For investors, the practical implication is that formal compliance costs in most African markets are higher than the legal framework suggests. A company must account for the gap between what the regulation says should take two weeks and what the process actually takes.
Frequently Asked Questions
Which African country is ranked #1 for ease of doing business in 2025?
Rwanda ranks first in Africa in the World Bank's B-READY 2025 report, released in December 2025, with an overall score of 67.94. It is the only sub-Saharan African country placed in the 1st global quintile of 101 countries assessed. Rwanda's Operational Efficiency score of 71.47 places it 12th globally, on par with Canada and the UK.
What is the World Bank B-READY index and how does it differ from Doing Business?
B-READY (Business Ready) is the World Bank's replacement for the Doing Business index, which was suspended in 2021 after data irregularities. B-READY uses three pillars -- Regulatory Framework, Public Services, and Operational Efficiency -- and surveys 58,000 firms and 5,000 experts, compared to the old index's reliance primarily on legal expert surveys. The 2025 edition is the second edition and covers 101 economies globally, including 29 in Africa.
Are Nigeria, Kenya, and South Africa included in B-READY 2025?
No. Nigeria, Kenya, South Africa, and Egypt are not included in B-READY 2025. The World Bank is rolling out coverage over three years, and Nigeria is expected to be added in the 2026 edition. Investors assessing these markets should use alternative frameworks, including the Heritage Foundation Index of Economic Freedom and country-specific World Bank enterprise surveys.
How long does it take to register a company in Rwanda?

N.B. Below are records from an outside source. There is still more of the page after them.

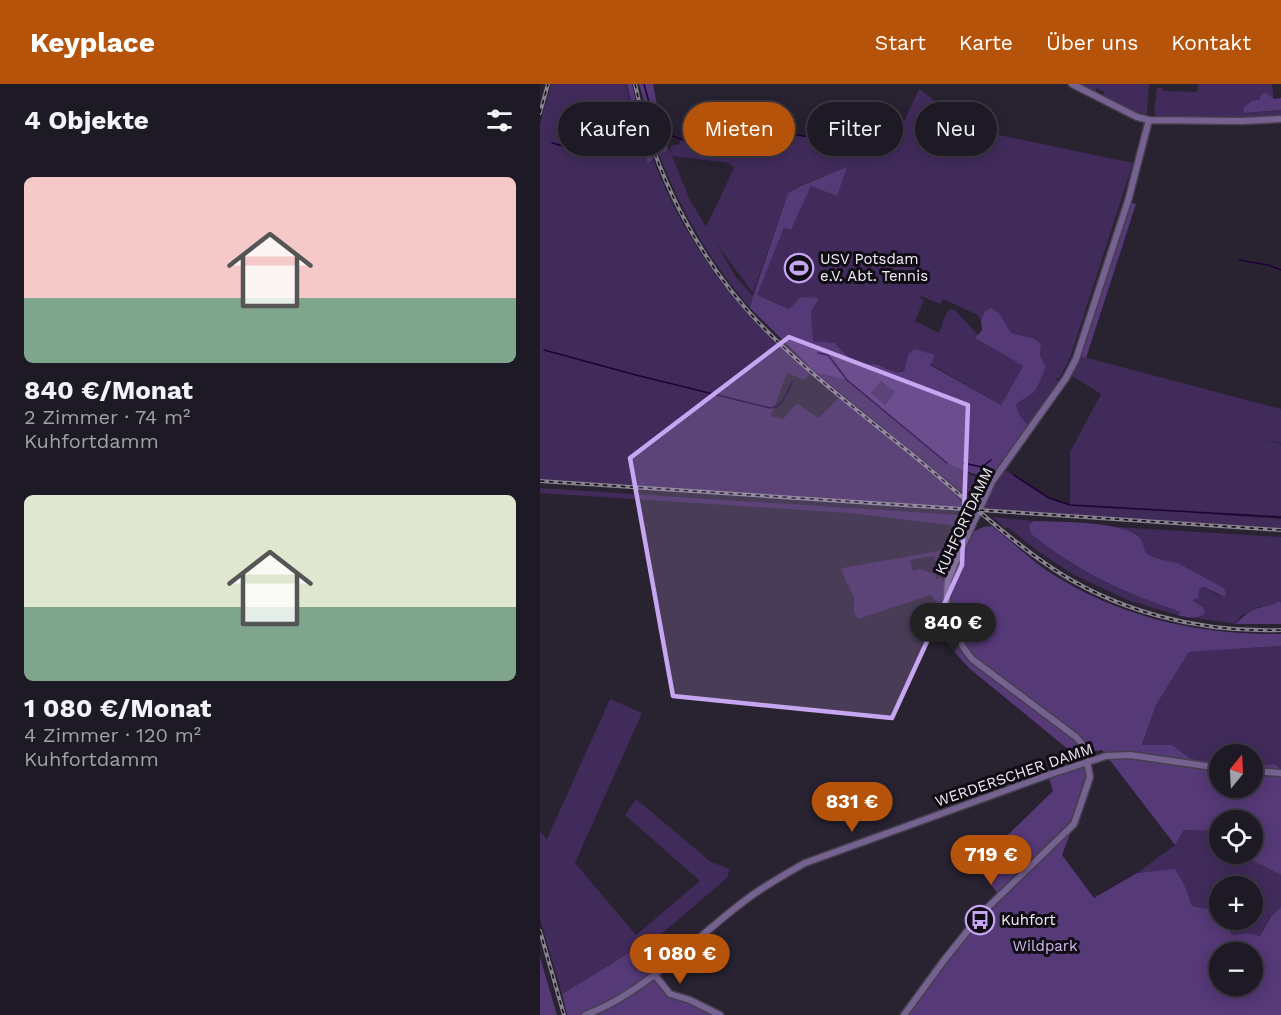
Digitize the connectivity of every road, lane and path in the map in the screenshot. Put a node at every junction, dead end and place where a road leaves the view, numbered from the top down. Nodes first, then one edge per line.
1 (1072, 84) edge
2 (1281, 119) edge
3 (1149, 120) junction
4 (1088, 761) junction
5 (1209, 766) edge
6 (1263, 772) edge
7 (1281, 773) edge
8 (654, 974) junction
9 (585, 1015) edge
10 (720, 1015) edge
11 (904, 1015) edge

1 - 3 street
2 - 3 street
3 - 4 street, KUHFORTDAMM
4 - 5 street, WERDERSCHER DAMM
4 - 8 street, WERDERSCHER DAMM
4 - 11 street
6 - 7 street
8 - 9 street, WERDERSCHER DAMM
8 - 10 street

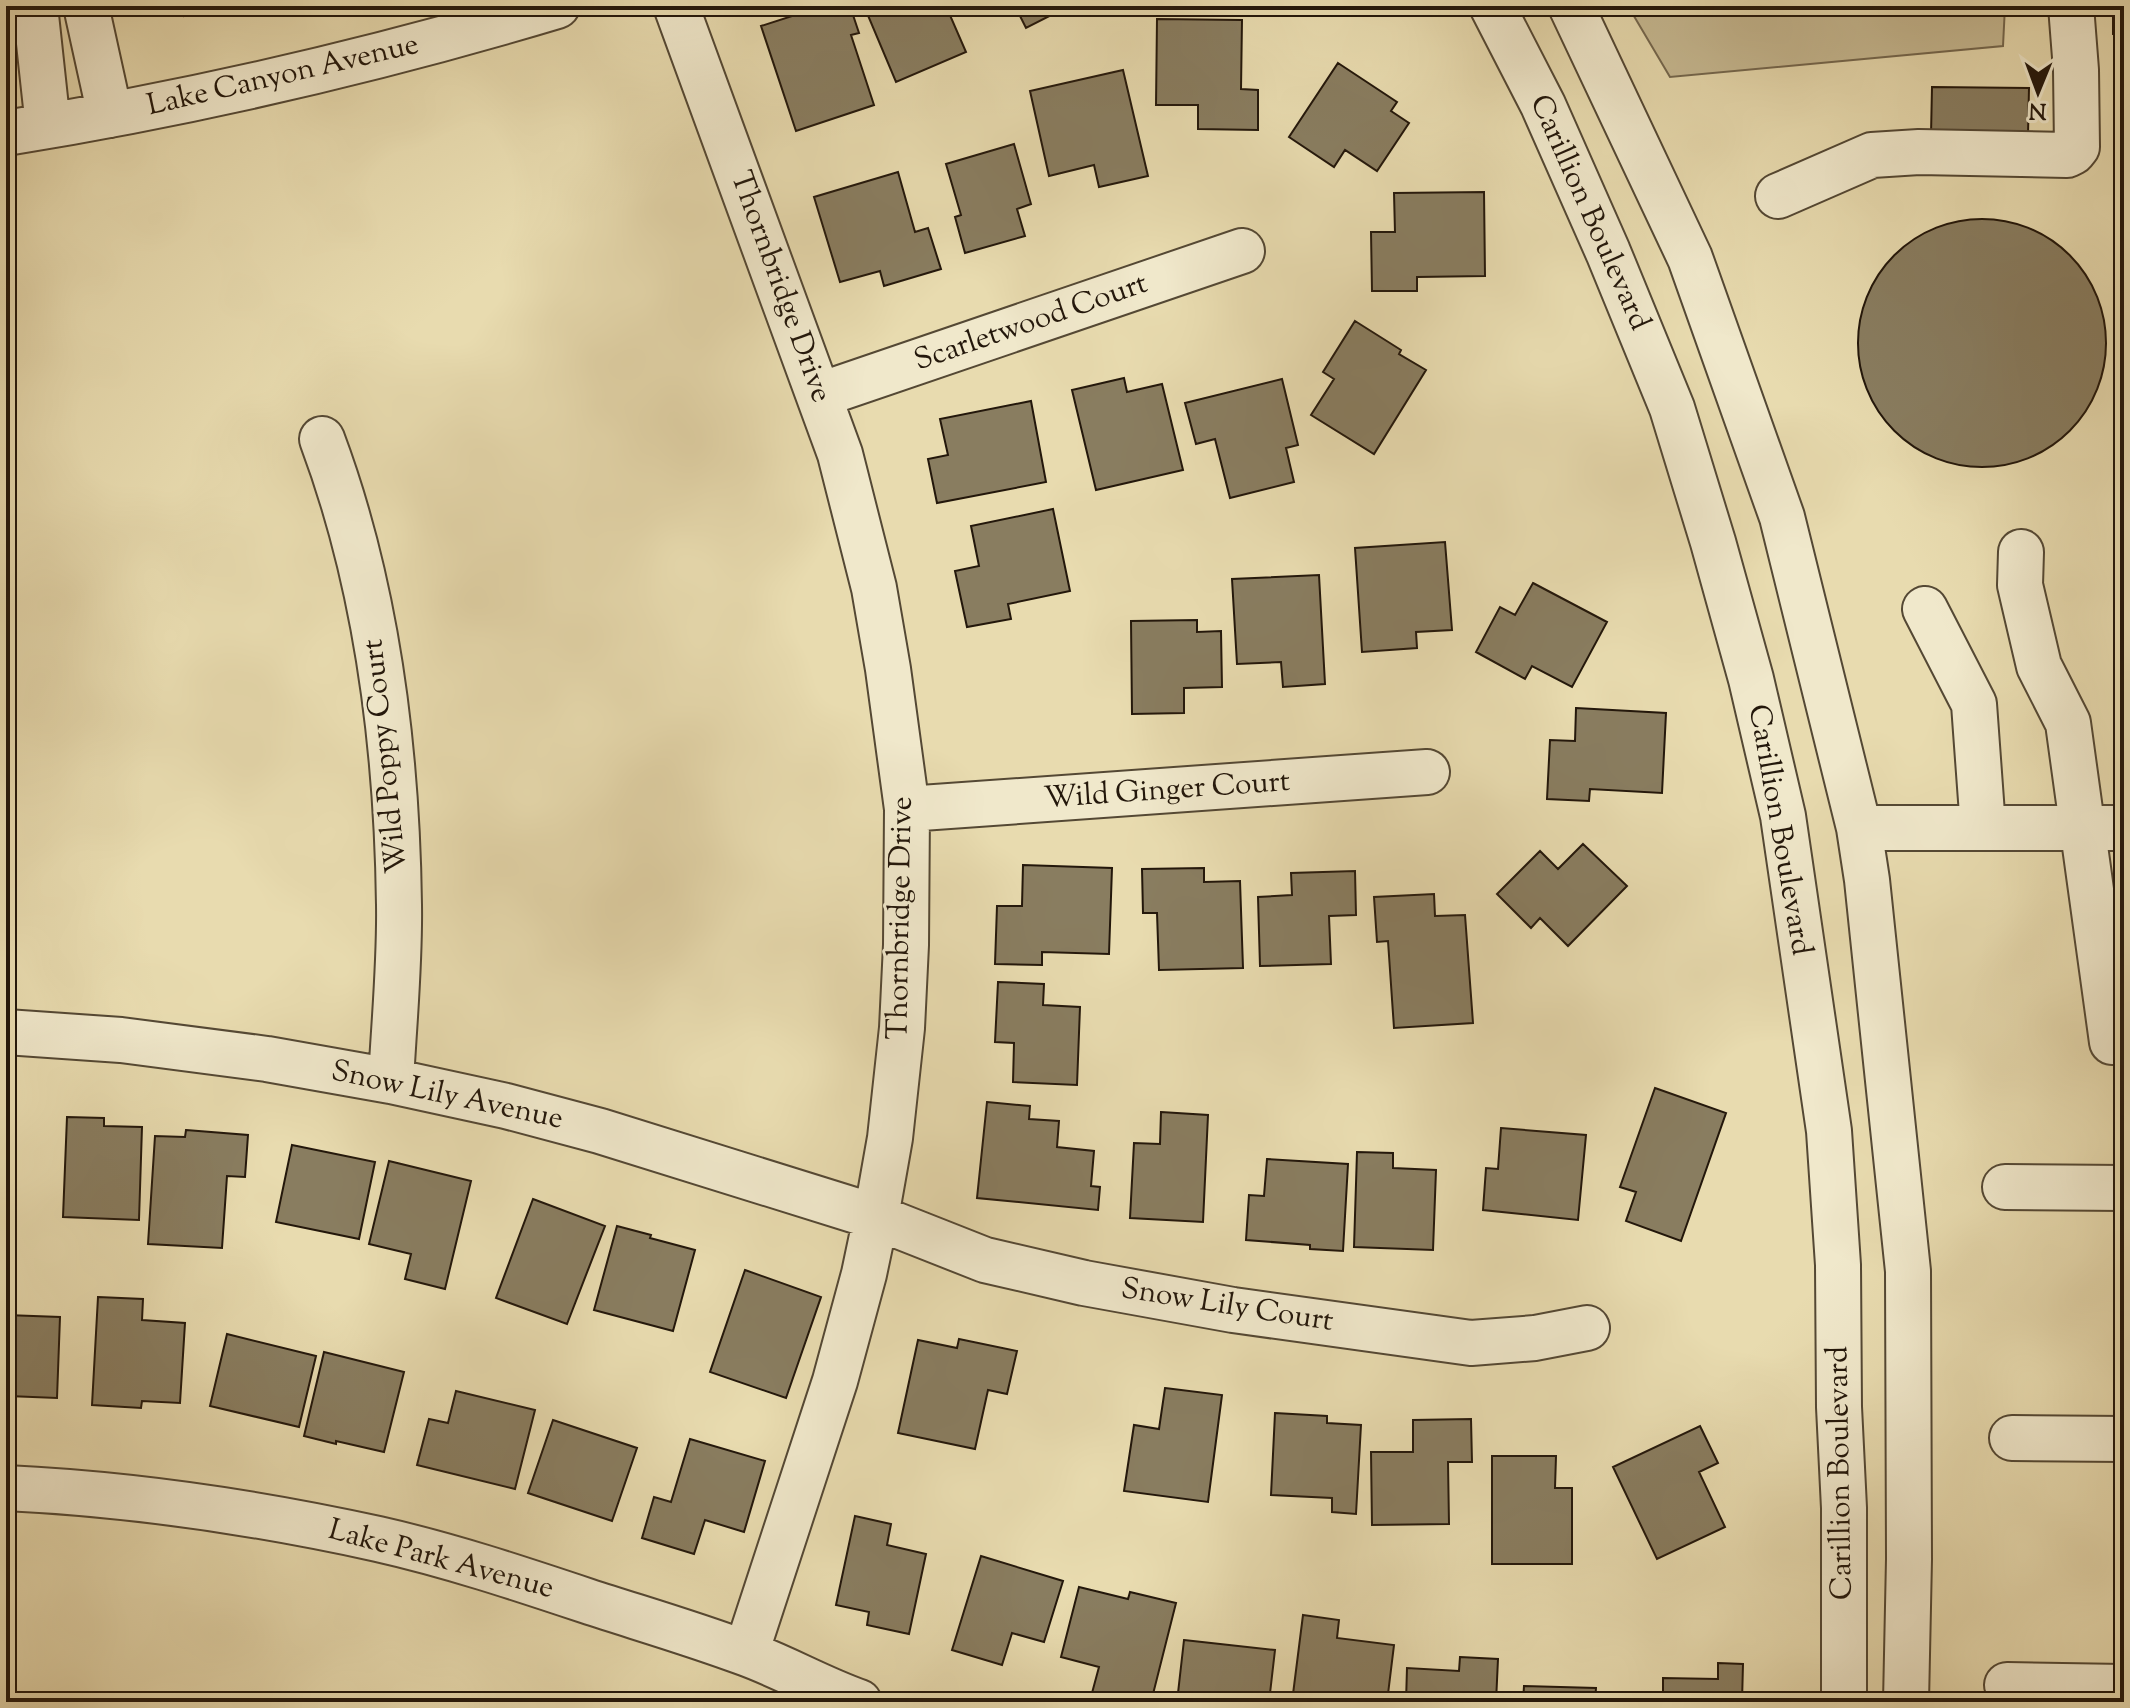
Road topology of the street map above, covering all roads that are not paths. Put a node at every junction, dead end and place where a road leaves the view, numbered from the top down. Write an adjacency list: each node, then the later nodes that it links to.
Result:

A company in Rwanda can be registered in approximately three working days through the Irembo digital platform, the country's government services portal. There is no minimum capital requirement. Rwanda ranks 12th globally on Operational Efficiency in the B-READY 2025 assessment, reflecting the quality of its administrative systems. The Rwanda Development Board operates as a one-stop investment facilitation center.
What corporate tax rate does Mauritius offer foreign investors?
Mauritius has a corporate income tax rate of 15%, one of the lowest in Africa. There is no withholding tax on dividends paid from Mauritius holding companies to foreign shareholders, and the island has an active network of double taxation treaties with major investment destinations including India and several African states. These features make Mauritius a commonly used holding company jurisdiction for investments across the continent.
What happened to the Doing Business index?
The World Bank suspended the Doing Business index in September 2021 after an independent review found data irregularities in the 2018 and 2020 editions. Rankings for several countries, including Saudi Arabia and the UAE, had been manipulated. The World Bank subsequently launched B-READY as a methodologically stronger replacement, with the first edition in 2024 covering 50 economies and the second in December 2025 covering 101.